2. Ascertaining the differences between the prior art and the claims at issue.
3. Resolving the level of ordinary skill in the pertinent art.
4. Considering objective evidence present in the application indicating obviousness or nonobviousness.
This application currently names joint inventors. In considering patentability of the claims the examiner presumes that the subject matter of the various claims was commonly owned as of the effective filing date of the claimed invention(s) absent any evidence to the contrary. Applicant is advised of the obligation under 37 CFR 1.56 to point out the inventor and effective filing dates of each claim that was not commonly owned as of the effective filing date of the later invention in order for the examiner to consider the applicability of 35 U.S.C. 102(b)(2)(C) for any potential 35 U.S.C. 102(a)(2) prior art against the later invention.
1. Claims 1-8 and 21-23 are rejected under 35 U.S.C. 103 as being unpatentable over Chausson, M., et al. (FR 3096260 A1, 11/27/2020, IDS dated 04/04/2024, US 20220220227 A1 used as English equivalent, on record), hereinafter Chausson, in view of Jing, L., et al. (US 10898613 B2, 01/26/2021, IDS dated 04/04/2024), hereinafter Jing.

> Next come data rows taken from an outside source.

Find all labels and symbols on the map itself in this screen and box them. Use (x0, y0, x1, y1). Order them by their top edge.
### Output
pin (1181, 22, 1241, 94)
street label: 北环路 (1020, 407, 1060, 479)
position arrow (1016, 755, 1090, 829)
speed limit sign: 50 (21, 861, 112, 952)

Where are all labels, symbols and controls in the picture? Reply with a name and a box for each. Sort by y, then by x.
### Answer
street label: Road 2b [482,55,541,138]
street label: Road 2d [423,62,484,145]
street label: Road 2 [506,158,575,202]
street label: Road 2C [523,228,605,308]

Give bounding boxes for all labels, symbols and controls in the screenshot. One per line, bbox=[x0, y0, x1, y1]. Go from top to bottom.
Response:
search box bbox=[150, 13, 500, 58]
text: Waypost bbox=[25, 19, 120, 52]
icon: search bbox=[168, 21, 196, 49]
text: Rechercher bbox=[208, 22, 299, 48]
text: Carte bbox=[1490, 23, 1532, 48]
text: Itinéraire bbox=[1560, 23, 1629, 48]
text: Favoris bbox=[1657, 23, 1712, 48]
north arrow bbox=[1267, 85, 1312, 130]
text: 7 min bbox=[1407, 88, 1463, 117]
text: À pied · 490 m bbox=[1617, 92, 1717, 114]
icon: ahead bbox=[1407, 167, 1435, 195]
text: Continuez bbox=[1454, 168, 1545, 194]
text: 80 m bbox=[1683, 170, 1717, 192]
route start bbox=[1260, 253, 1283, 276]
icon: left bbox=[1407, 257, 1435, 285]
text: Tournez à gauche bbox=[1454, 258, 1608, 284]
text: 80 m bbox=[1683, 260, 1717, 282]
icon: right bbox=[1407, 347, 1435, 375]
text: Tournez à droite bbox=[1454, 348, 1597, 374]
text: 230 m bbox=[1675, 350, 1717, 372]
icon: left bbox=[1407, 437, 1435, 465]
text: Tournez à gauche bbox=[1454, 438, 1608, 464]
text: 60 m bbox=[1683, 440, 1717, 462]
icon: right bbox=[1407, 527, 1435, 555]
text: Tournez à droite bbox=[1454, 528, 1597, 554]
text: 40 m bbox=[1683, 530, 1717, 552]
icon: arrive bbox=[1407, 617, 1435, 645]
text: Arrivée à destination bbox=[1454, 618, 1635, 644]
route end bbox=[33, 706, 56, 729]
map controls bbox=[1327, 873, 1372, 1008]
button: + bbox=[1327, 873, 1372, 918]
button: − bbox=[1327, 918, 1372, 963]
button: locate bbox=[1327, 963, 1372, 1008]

Chausson discloses a crosslinked carboxyalkyl chitosan forming a matrix, compositions comprising it, a method for manufacturing it, and the different applications thereof, in particular in the field of therapy, rheumatology, ophthalmology, aesthetic medicine, plastic surgery, internal surgery, dermatology, gynecology or cosmetics (abstract). The composition of the invention may also comprise a biopolymer other than crosslinked carboxyalkyl chitosan such as hyaluronic acid or sodium hyaluronate ([0121]). The advantage of combining or crosslinking a crosslinked carboxyalkyl chitosan with another polymer is to add their biological and physicochemical properties, or even to create synergies ([0122]). Specifically, the combination of carboxyalkyl chitosan and hyaluronan combines the recognized moisturizing properties of hyaluronan with the protective properties against oxidative stress of chitosan ([0123]).
Chausson specifically teaches matrices comprising hyaluronan co-crosslinked by covalent bonds with carboxymethyl chitosan (claim 10; example 3). The matrices are provided by crosslinking a mixture of carboxymethyl chitosan of fungal origin and DA greater than 40% and hyaluronan with 1,4-butanediol diglycidyl ether (BDDE) (“co-crosslinking”). Hyaluronans (HA) with average viscosity molecular weight of 2.2 or 2.3 million (HA1 type) and 4.3 million (HA2 type) are used (Table 3a) ([0282]). The matrices form a cohesive hydrogel (claim 14; example 3a-3b). Chausson further teaches compositions comprising such a matrix which are injectable, implantable or instillable, or topically administrable pharmaceutical compositions ([0175]; claims 16-19).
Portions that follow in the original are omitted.